USF is set to welcome one of the biggest names the school has seen in quite some time.Nobel Peace Prize winner Archbishop Desmond Tutu will speak tonight at 7 at the Sun Dome. His lecture is titled “No Future Without Forgiveness: An Evening with Archbishop Desmond Tutu.”
Tutu made some of the biggest contributions to ending apartheid, a movement he called “evil and unChristian.” In 1957, he left his teaching job to become a priest. He entered the priesthood of the Anglican Church in 1960.
“At the time when I was born right up to 1994, black people didn’t have the vote,” he said in an interview with the St. Petersburg Times this week. “You were talked about, you were legislated for, (but) you were never really consulted.”
Despite the harsh realities of South Africa during apartheid, Tutu never resorted to violence.
“To some extent, one can call him the Martin Luther King (Jr.) of South Africa,” said Derina Holtzhausen, an associate professor in the School of Mass Communications.She calls Tutu a symbol of forgiveness for the whole world and a real-life role model.
“I think people have learned, and particularly through Bishop Tutu’s example, that the only way to move forward even if you have very deep resentment is to forgive,” Holtzhausen said.Holtzhausen, a South Africa native, lived there until about eight years ago and has previously attended one of Tutu’s lectures.
“It was undoubtedly the most moving experience I’ve ever had,” she said. “(The audience was) so touched and so moved by his love for everybody.”
Although Tutu is a religious leader, Holtzhausen said his lecture was not religious at all.
“I did not hear any religion in the speech that he gave,” she said. “He is of course a religious leader, but he is more of a moral leader. His message is truly humanitarian.”
According to Moreorless.au.com, a Web site that lists profiles of iconic figures, Tutu was tired of the deterioration of education for black students caused by the Bantu Education Act of 1953.
“It just occurred to me that, if the Church would have me, the profession of priest could be a good way of serving my people,” said Tutu, according to the Web site.
In 1975, Tutu was appointed dean of St. Mary’s Cathedral in Johannesburg. He was the first black to hold the position. He was also the first black general secretary of the South African Council of Churches, which he was appointed to in 1978.
In 1984, he was awarded the Nobel Peace Prize for his efforts to stop the apartheid and in recognition of the “courage and heroism shown by black South Africans in their use of peaceful methods in the struggle against apartheid.”
In 1986, Tutu was elected archbishop of Cape Town, becoming the head of the Anglican Church in South Africa. Eight years later he was appointed to chair the Truth and Reconciliation Commission, investigating the previous human rights violations of blacks in South Africa. Tutu took a peaceful approach; he counseled forgiveness.

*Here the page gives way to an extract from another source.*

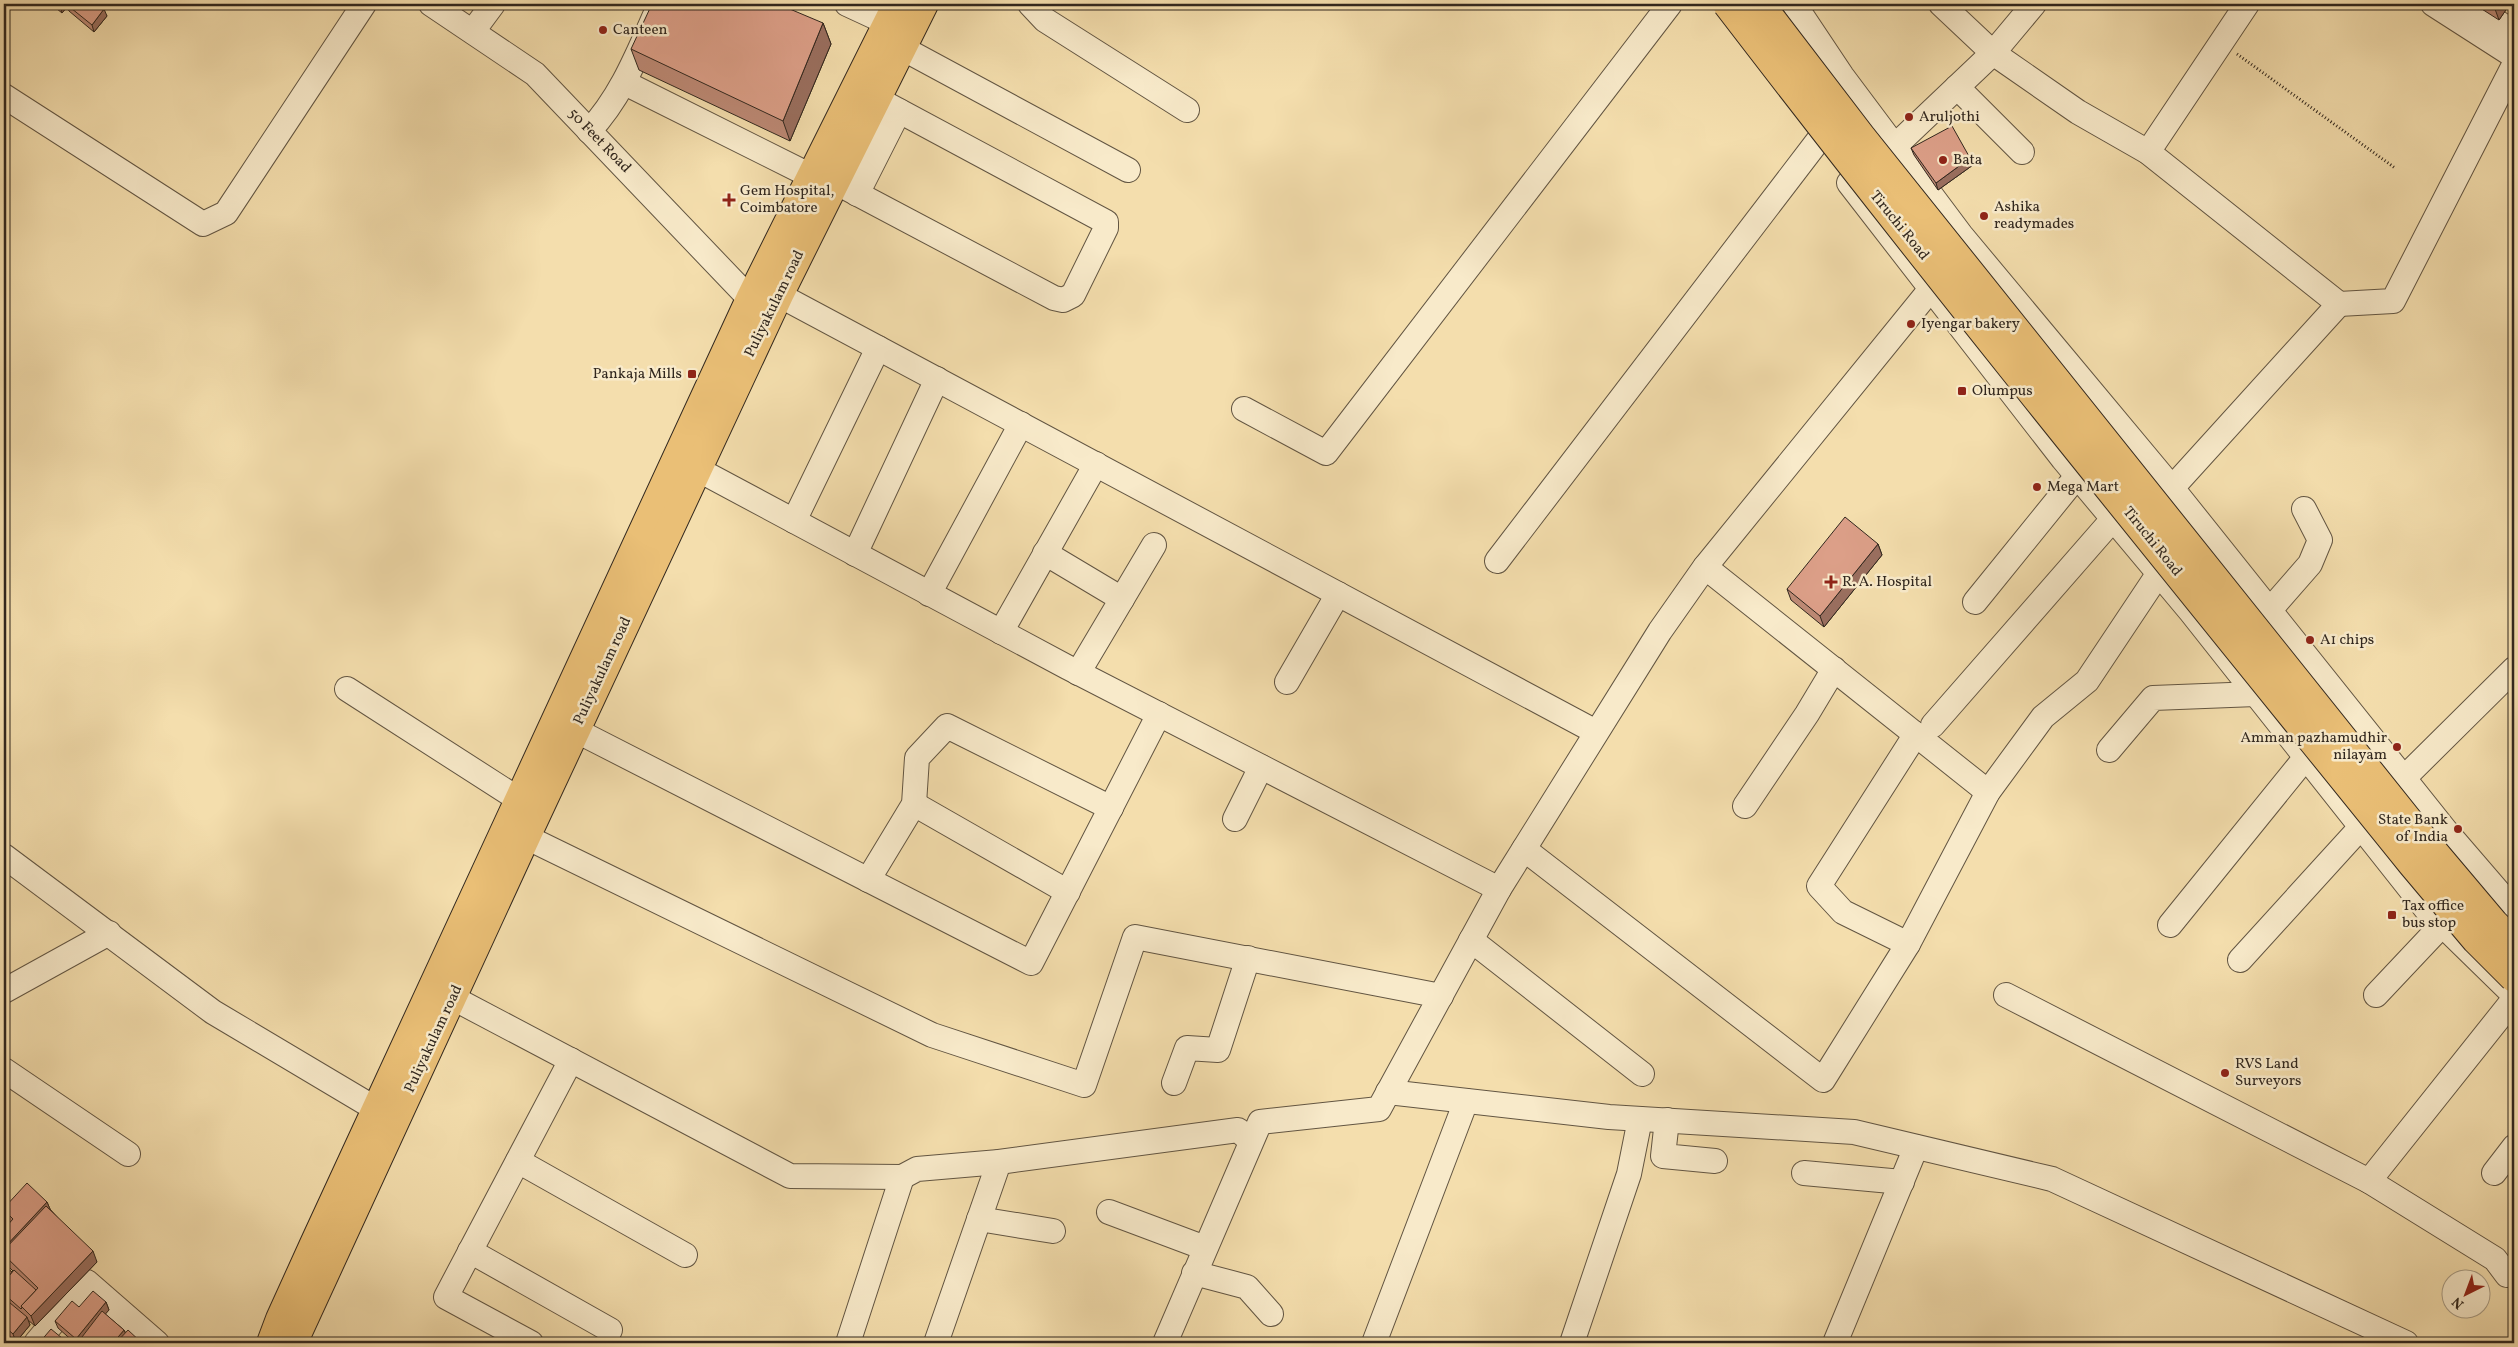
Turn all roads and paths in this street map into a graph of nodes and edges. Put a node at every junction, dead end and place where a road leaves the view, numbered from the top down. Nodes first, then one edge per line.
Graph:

Tutu relinquished his position as Cape Town archbishop in 1996. He was then named archbishop emeritus and today is a professor of theology at Emory University in Atlanta. He has published several writings, including The Rainbow People of God, Where God Happens and No Future Without Forgiveness, a memoir of this time as chair of the Truth and Reconciliation Commission. Chapter one begins on April 27, 1994, the first day that blacks could vote in South Africa. He was 62 years old.
Archbishop Tutu’s lecture is free and open to the public.
The lecture is sponsored by the University Lecture Series in partnership with the Peace Through Diversity Lecture Series and the Rev. Martin Luther King Jr. Commemorative Celebration Committee.